* [What the exercise asks]:
Return the records below exactly; pictures stay out.

* [Collected data]:
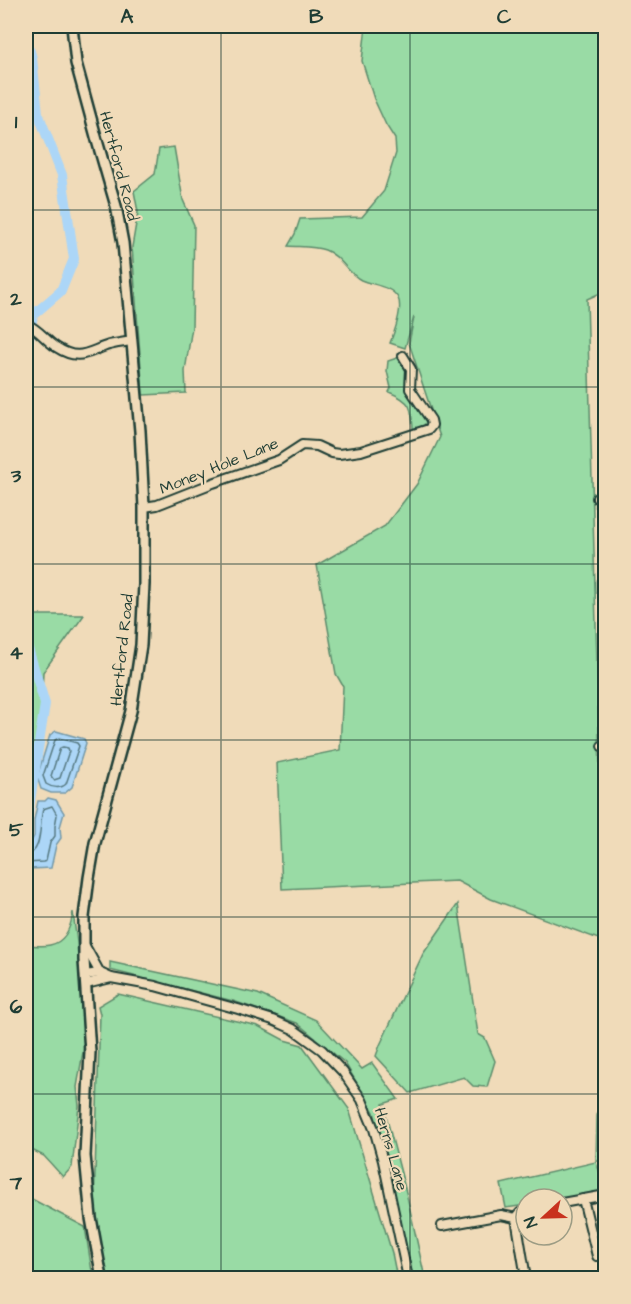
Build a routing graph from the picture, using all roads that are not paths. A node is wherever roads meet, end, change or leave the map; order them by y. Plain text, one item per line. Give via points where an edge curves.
1 (72, 26) edge
2 (30, 326) edge
3 (132, 341) junction
4 (403, 356) dead end
5 (144, 507) junction
6 (83, 942) junction
7 (100, 973) junction
8 (111, 978) junction
9 (85, 980) junction
10 (606, 1195) edge
11 (583, 1200) junction
12 (574, 1201) edge
13 (514, 1218) edge
14 (441, 1226) dead end
15 (521, 1247) edge
16 (597, 1256) dead end
17 (102, 1278) edge
18 (408, 1278) edge
19 (526, 1278) edge

1 - 3 main road, Hertford Road via 76,63 120,220
2 - 3 street via 54,345 76,355
3 - 5 main road, Hertford Road
4 - 5 street, Money Hole Lane via 411,369 410,389 431,420 429,429 361,452 339,454 302,445 279,460
5 - 6 main road, Hertford Road via 141,645 131,711 95,843
6 - 7 street
6 - 9 main road, Hertford Road
7 - 8 street, Herns Lane
7 - 9 street
8 - 9 street, Herns Lane
8 - 18 street, Herns Lane via 155,986 273,1020 322,1050 344,1072 374,1129
9 - 17 main road, Hertford Road via 90,1052 85,1156
10 - 11 street
11 - 12 street
11 - 16 street
13 - 14 street via 501,1215
15 - 19 street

* [Exercise result]:
Build a routing graph from the picture, using all roads that are not paths. A node is wherever roads meet, end, change or leave the map; order them by y. Plain text, one item per line. Give via points where an edge curves.
1 (72, 26) edge
2 (30, 326) edge
3 (132, 341) junction
4 (403, 356) dead end
5 (144, 507) junction
6 (83, 942) junction
7 (100, 973) junction
8 (111, 978) junction
9 (85, 980) junction
10 (606, 1195) edge
11 (583, 1200) junction
12 (574, 1201) edge
13 (514, 1218) edge
14 (441, 1226) dead end
15 (521, 1247) edge
16 (597, 1256) dead end
17 (102, 1278) edge
18 (408, 1278) edge
19 (526, 1278) edge

1 - 3 main road, Hertford Road via 76,63 120,220
2 - 3 street via 54,345 76,355
3 - 5 main road, Hertford Road
4 - 5 street, Money Hole Lane via 411,369 410,389 431,420 429,429 361,452 339,454 302,445 279,460
5 - 6 main road, Hertford Road via 141,645 131,711 95,843
6 - 7 street
6 - 9 main road, Hertford Road
7 - 8 street, Herns Lane
7 - 9 street
8 - 9 street, Herns Lane
8 - 18 street, Herns Lane via 155,986 273,1020 322,1050 344,1072 374,1129
9 - 17 main road, Hertford Road via 90,1052 85,1156
10 - 11 street
11 - 12 street
11 - 16 street
13 - 14 street via 501,1215
15 - 19 street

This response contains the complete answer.